The Next Race: The Remote Viewings, also called The Chronicles of Hollow Earth: The Next Race, is a 2007 independent science fiction film written, directed, edited and produced by Stewart St. John. It is the first chapter in the "Creation Wars" saga, followed by Dark Metropolis (2010). Two more sequels are planned.

==Synopsis==
The film is set in an unspecified time in the future version of earth when the descendants of a genetically enhanced race created by mankind have control of the planet. Known as the "ghen" - a derivative of the word "generic" which humans labeled them as—the genetically superior race rule from their underground utopia, Hollow Earth. Baron Crecilius Pryme, a charismatic political from Ume City, sets out to convince his fellow ghen that what remains of the human race must be eradicated because he believes they are forming a crusade to attack the ghen. Crecilius shrewdly moves his brother, Aiden Pryme, into his deadly group of private soldiers known as "The Ministers", who hunt and abuse humans above ground.

Meanwhile, a human woman known as "The Channeler", is communicating with the "Kalendoah", a group of non-physical beings of infinite intelligence who promise there is hope and a coming savior.
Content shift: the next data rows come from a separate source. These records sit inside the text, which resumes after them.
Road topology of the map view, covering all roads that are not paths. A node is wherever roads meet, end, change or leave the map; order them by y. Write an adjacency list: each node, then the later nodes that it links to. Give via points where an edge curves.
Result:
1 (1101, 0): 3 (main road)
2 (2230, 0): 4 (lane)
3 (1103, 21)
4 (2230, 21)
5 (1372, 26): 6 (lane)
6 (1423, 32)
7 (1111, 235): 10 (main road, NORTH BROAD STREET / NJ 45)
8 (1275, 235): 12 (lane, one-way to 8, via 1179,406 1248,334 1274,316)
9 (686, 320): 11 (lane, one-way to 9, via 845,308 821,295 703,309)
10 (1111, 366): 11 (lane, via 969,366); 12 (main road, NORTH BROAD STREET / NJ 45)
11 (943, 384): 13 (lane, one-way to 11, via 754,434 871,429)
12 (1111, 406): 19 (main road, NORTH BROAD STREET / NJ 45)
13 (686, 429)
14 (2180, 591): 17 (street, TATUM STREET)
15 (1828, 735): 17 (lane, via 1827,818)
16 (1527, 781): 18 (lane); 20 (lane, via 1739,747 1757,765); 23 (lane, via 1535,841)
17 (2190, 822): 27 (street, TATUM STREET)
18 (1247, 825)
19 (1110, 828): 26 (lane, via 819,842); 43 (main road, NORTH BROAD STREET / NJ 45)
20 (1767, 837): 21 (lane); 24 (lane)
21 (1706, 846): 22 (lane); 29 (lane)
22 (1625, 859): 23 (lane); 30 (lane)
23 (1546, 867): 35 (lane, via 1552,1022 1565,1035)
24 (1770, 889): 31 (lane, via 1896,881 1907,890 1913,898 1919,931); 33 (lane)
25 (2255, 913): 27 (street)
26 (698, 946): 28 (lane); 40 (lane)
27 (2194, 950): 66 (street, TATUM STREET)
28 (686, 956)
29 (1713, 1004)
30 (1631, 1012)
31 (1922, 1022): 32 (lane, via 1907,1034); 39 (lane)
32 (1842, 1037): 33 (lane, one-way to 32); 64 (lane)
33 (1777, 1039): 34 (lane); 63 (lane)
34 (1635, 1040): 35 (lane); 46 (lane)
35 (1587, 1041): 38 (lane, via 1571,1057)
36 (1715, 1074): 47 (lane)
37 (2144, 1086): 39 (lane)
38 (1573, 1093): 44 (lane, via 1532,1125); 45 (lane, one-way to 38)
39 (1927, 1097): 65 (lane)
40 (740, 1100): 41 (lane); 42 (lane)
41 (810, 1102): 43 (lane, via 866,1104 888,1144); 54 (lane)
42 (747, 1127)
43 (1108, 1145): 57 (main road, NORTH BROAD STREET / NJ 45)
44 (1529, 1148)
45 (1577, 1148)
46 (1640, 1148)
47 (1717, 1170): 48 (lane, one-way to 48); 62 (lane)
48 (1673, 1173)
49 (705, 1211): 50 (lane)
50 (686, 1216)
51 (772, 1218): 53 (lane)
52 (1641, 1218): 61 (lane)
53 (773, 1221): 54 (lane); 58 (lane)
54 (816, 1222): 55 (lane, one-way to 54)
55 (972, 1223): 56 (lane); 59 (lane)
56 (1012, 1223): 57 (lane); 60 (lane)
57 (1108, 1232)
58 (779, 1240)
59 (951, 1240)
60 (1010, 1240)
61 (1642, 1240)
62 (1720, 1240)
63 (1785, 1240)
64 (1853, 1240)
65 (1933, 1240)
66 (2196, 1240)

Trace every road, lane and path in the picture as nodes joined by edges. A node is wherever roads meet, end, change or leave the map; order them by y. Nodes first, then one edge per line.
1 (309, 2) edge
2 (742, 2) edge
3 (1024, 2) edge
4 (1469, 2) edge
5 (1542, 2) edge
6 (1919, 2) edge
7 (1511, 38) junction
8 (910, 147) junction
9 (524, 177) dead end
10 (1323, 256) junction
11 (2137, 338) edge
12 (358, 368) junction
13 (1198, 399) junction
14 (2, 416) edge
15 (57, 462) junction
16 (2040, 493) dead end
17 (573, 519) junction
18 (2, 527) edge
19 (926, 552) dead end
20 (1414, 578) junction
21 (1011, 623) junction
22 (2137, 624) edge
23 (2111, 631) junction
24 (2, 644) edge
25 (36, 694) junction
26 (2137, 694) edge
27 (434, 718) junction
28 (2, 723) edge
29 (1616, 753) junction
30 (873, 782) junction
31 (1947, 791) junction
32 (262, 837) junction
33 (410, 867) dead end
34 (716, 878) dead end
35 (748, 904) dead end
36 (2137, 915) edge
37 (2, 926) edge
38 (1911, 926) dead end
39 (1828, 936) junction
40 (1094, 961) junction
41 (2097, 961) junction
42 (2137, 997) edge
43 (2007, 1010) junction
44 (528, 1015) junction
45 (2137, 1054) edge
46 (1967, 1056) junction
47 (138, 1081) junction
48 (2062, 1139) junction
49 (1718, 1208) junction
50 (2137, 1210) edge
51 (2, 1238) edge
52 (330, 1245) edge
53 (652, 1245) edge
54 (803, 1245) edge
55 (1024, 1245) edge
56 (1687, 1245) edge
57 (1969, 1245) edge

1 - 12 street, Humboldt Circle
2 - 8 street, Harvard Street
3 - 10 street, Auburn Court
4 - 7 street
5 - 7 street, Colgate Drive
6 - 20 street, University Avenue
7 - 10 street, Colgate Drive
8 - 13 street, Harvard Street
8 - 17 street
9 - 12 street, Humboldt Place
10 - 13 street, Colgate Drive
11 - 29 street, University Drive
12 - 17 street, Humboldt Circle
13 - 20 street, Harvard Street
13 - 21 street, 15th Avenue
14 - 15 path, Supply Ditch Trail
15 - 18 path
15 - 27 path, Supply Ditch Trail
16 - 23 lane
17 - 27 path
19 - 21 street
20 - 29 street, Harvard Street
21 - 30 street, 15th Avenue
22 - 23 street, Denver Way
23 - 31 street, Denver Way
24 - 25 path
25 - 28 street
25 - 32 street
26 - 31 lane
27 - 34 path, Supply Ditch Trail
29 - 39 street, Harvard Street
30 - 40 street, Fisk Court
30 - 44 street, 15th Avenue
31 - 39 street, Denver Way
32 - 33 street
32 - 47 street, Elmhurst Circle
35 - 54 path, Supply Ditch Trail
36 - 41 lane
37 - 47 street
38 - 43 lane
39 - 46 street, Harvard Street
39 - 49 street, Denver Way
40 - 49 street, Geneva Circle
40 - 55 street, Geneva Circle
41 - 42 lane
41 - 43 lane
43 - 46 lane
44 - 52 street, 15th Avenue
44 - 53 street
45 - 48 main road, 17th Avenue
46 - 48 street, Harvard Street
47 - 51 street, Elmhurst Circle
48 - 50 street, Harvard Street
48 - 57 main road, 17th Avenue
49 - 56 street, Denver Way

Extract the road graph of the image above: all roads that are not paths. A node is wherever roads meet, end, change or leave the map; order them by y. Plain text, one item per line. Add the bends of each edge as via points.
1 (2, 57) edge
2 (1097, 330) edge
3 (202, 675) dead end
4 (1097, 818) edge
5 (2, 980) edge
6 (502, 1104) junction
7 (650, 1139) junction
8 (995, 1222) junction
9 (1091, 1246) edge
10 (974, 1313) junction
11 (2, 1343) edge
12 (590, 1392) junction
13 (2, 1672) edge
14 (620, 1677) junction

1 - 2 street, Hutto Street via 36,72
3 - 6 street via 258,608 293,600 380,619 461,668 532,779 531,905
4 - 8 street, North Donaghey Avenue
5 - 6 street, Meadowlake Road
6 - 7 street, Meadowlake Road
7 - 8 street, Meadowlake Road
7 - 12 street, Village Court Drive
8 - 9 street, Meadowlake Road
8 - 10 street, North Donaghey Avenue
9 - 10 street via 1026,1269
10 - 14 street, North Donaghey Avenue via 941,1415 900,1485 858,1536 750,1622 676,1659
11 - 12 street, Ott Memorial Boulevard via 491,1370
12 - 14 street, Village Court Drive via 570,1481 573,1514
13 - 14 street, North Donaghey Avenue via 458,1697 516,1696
Below ground, Crecilius has heard rumblings of a woman offering hope to mankind, and who has the ability to cure the sick and revive the dead, and sends his Ministers to find her. But Crecilius finds he has even more to worry about when his mother, Hannalin Pryme, takes a stand against his genocide of the human race, and reveals a long-buried secret that will forever change the destinies of the Pryme family.

==Official release==
In 2006, St. John took his $20 million version of The Next Race and wrote this prequel story which he shot on a shoe-string budget, setting the stage for the bigger budgeted features to follow. St. John edited the film himself, including the movie trailer. In February 2007, St. John was invited by the "New York Comic Con" to premiere the trailer, which received applause and interest from the assembled crowd. The film was officially selected to screen at the 2007 Hollywood DV/HD Festival on March 31.

On April 1, 2007, The Next Race was nominated for five awards at the Hollywood DV/HD Festival and won three, including Best Production Design, Best Makeup, and Best Science Fiction Feature Film.